If all natural hypotheses are rejected, the hypothesis of the giant alien structure will have to be seriously considered. Another justification for taking it seriously would be if we detect radio signals that are clearly not natural from the vicinity of Boyajian's star. The search for them has already begun. Boyajian looks for such signals with the help of Green Bank Telescope in West Virginia. At this time, we estimate that the plausibility of the most sensational hypothesis to explain the brightness changes of Boyajian's star is unclear: we simply do not know enough even to assign a qualitative probability to the activity of life forms from other worlds.

An unknown but bright future

Where does this leave us in our attempts to understand Boyajian's star?

We can rule out any explanation in which excess energy is expected to be emitted as infrared radiation, because we do not find such radiation. We can also reject scenarios that depend on a multitude of low-probability events or those that rely on unknown laws of physics or on objects the likes of which we have never seen - at least as long as we have not ruled out all other possibilities.

The best way to move forward is to keep finding out the facts. Boyajian, now a professor at Louisiana State University, was able to use the widespread public interest in this planet to garner support for a crowdfunding project that bought us time on the Global Network of Telescopes. Expecting Las Cumbres. We check the state of the star several times a day, and if its light intensity decreases again [as it did start to happen in May 2017 after the article was published], we have several telescopes ready to turn towards it to measure the spectrum of the missing light to discover the composition of the blocking medium.

Other astronomers look to historical measurements of the star's brightness to learn more about its long-term dimming. More information about the duration of this dimming will further constrain the theories trying to explain the star's unusual light curve and help us understand how to look for additional observational clues.

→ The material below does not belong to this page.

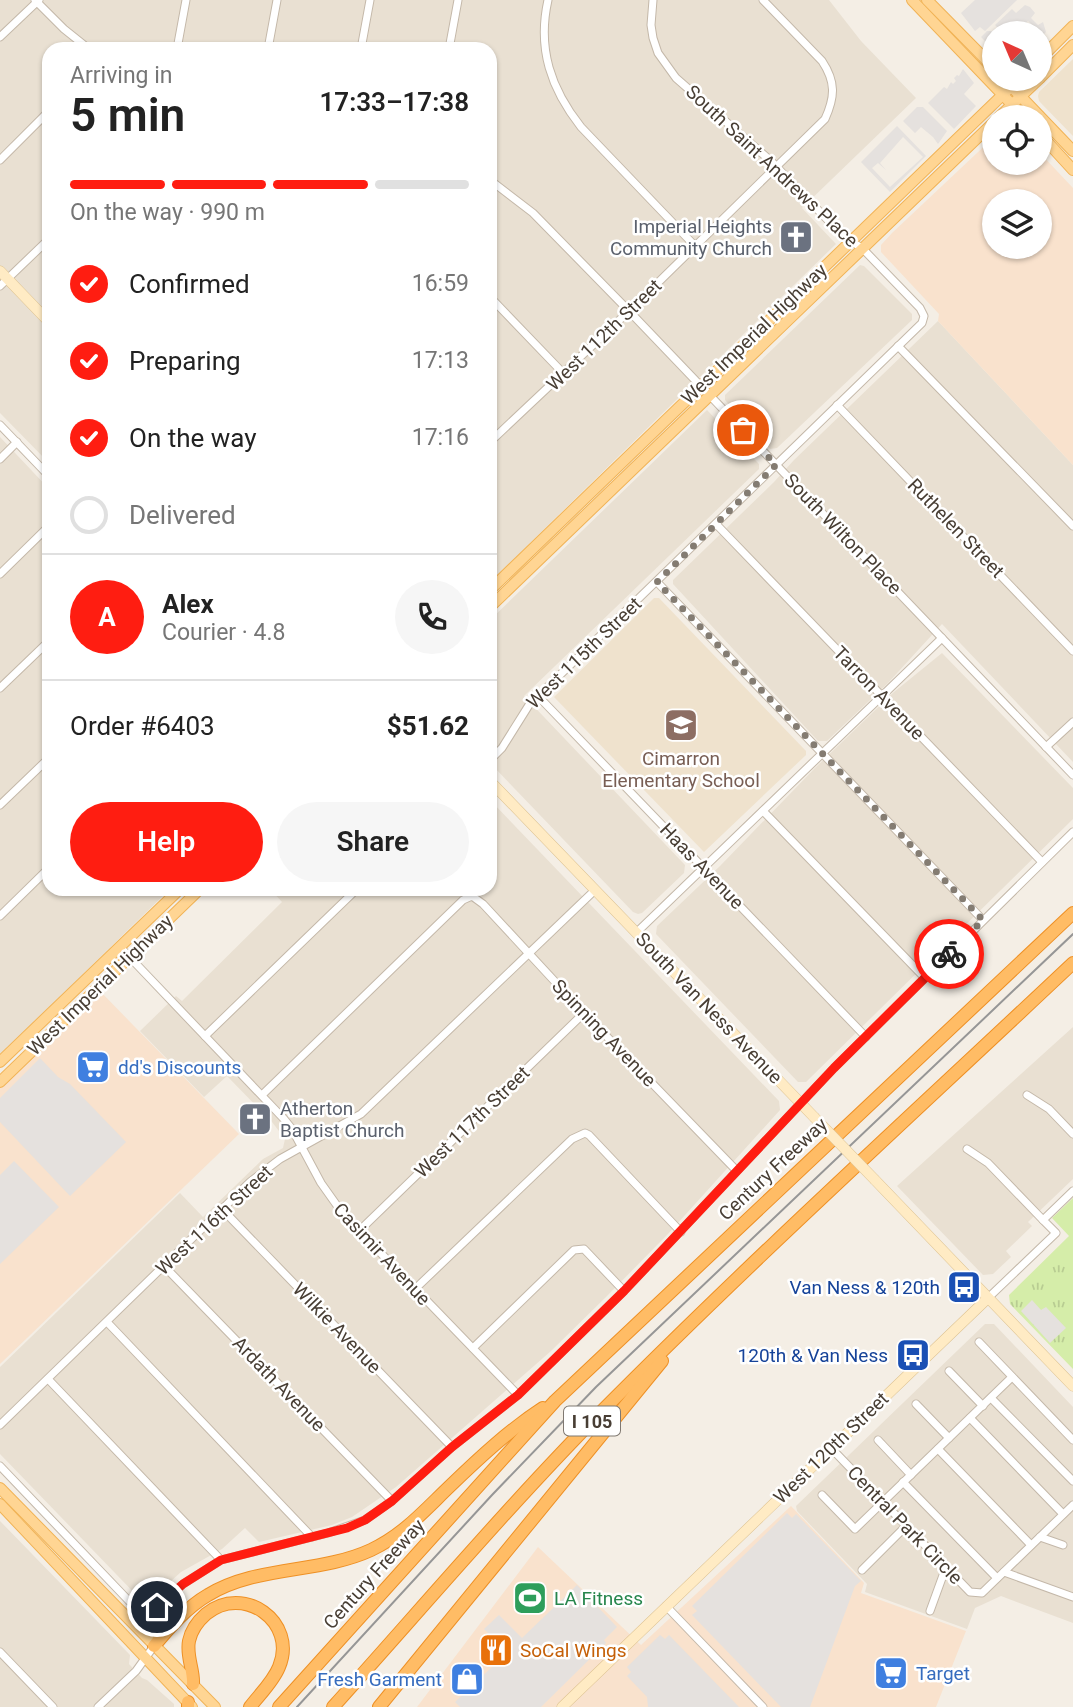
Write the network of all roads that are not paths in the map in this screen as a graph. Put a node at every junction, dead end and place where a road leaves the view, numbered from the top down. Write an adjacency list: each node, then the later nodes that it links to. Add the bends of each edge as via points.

We also await better measurements of the distance of Boyajian's star. This information is expected to come from The spaceship Gaiaof the European Space Agency and is expected to help rule out some of the hypotheses. If the distance of the star is less than 1,300 light years, the influence of gas and dust in the interstellar medium cannot explain the current dimming rate. On the other hand, if the distance is about 1,500 light-years (this is now the best estimate), then the long-term dimming may be due to the random scattering of dust along the line of sight. But if the star is much further away, then its light intensity is much stronger than we thought so far, and if so, its dimming could be a return to normal light intensity after merging with another body, as suggested by Metzger's group.

Unless more information comes from measurements with the Green Bank Telescope, Les Combes Observatory or Magaya, and until such information is in our hands, our speculations about Boyajian's star are limited only by our imagination and our understanding of the laws of physics. As with the best mysteries in nature, the journey towards the truth behind this enigmatic star is still far from over.